Whilst there is melody within the opening compositions, it really comes to the fore within ‘Circadian’, a personal favourite of mine. The song begins in a relaxed ambient manner that is quite beautiful, particularly as it is built up in a fashion not dissimilar to the likes of Long Distance Calling. The way in which the guitars enter the fray is very nice, as you almost don’t notice them at first. The bass work is out of the top draw here too.

Vocally, Michiel Meurs gives a great performance, moving between deep growls and a more soaring clean approach. Then there’s his forceful delivery somewhere in the middle, more heavy-rock like. The versatility is a very nice touch, accentuating the equally versatile music beneath it.

‘Moment of Despair’ then descends into discordant avant-garde territory complete with a guest saxophonist which is, with respect, probably my least favourite section on the album. There is melodic intent within the song and it is undeniably ambitious and well-executed but despite my best efforts, I’m not a fan.

In stark contrast, ‘Rebirth’ delivers the better part of four minutes of serene ambient soundscapes which are slightly dark in places. The song then builds gently and deliberately before exploding into a crescendo that is rather epic and thoroughly engrossing, complete with some really nice lead guitar work from Hulshof.

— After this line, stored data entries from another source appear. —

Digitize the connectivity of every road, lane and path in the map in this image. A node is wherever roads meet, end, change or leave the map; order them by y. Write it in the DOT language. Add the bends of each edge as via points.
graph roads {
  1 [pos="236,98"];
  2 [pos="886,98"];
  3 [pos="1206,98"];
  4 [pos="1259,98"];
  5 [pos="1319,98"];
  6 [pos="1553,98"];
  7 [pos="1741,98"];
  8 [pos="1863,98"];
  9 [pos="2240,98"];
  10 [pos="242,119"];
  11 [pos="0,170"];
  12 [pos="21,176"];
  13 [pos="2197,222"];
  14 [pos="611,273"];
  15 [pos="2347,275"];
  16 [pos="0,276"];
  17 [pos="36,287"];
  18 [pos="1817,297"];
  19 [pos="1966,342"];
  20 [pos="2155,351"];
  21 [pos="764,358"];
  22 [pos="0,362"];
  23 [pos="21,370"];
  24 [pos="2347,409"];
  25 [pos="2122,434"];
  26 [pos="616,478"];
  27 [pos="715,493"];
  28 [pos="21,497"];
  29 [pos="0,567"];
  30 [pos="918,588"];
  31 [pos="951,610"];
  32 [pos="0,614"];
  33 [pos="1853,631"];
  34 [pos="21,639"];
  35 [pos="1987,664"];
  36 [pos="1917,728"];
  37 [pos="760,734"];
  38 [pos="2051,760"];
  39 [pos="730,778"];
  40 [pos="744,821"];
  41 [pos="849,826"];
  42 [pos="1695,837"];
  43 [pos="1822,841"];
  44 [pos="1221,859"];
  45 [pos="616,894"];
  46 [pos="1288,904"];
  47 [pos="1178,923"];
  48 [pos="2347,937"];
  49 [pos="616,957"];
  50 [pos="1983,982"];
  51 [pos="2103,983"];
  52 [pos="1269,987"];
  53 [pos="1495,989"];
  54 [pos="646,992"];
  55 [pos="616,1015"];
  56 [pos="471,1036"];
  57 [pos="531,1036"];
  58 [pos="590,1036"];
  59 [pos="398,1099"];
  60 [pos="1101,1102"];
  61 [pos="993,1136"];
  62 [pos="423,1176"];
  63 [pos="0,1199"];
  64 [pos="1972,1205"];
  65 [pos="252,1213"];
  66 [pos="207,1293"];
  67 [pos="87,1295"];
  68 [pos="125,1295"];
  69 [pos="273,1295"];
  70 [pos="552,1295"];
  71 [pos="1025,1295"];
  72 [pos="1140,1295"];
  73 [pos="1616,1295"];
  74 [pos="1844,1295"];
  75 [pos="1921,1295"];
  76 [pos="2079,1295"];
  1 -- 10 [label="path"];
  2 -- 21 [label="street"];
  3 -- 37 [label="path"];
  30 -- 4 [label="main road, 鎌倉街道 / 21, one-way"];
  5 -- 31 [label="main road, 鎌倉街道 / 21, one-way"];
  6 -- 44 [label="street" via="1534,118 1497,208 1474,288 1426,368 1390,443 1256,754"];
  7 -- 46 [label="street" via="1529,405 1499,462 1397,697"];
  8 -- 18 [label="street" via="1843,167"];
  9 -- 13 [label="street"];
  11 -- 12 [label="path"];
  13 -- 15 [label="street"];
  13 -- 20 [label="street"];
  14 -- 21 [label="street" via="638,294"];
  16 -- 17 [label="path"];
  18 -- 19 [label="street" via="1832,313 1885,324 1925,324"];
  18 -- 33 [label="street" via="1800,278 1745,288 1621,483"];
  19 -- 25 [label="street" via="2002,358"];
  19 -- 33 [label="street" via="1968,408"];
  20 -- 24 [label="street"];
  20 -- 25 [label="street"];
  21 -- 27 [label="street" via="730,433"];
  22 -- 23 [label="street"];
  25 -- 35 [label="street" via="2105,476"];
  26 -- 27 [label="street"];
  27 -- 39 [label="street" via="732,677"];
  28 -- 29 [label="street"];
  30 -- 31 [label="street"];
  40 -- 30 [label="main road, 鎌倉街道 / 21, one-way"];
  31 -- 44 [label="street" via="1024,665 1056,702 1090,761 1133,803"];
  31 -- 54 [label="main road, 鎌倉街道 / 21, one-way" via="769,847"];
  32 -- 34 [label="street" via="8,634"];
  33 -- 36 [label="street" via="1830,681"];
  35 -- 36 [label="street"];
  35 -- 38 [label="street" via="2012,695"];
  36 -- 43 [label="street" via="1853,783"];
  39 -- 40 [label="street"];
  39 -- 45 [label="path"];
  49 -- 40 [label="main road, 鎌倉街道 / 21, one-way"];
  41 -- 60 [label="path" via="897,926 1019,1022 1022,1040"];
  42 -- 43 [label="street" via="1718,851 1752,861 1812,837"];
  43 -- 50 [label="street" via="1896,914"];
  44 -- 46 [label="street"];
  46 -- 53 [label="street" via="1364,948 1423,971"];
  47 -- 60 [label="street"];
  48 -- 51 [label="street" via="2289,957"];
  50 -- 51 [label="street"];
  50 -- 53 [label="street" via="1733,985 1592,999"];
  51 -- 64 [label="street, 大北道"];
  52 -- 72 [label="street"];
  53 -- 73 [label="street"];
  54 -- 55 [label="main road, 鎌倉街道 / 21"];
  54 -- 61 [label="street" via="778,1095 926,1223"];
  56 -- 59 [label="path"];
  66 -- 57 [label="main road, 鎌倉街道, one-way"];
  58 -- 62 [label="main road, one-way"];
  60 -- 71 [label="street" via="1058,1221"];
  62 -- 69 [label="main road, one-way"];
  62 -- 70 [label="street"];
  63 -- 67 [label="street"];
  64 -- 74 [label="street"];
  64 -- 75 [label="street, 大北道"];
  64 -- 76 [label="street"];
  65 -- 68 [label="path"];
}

‘In Ashes We Sleep’ returns us to the world of djent riffing and measured aggression, albeit tempered by more grand cinematics, a soupcon of melody and a touch of the avant-garde again. It is then left to the title track to close out this seven-track debut album and it does so in typically ambitious fashion, entirely in keeping with the intent shown throughout the record. Only this time, I detect a vaguely loose, punk attitude in places that infiltrates the intensely precise and technical output elsewhere.

It takes a while to fully appreciate what Hologram Earth have produced here. This is their debut album and as such, there is plenty of room for growth and maturation. However, ‘Black Cell Program’ is a very well thought out album, bursting with ideas and with an evident talent to match the ambition. Put it high on your ‘to listen’ list if you’re a fan of modern progressive metal in any shape or form.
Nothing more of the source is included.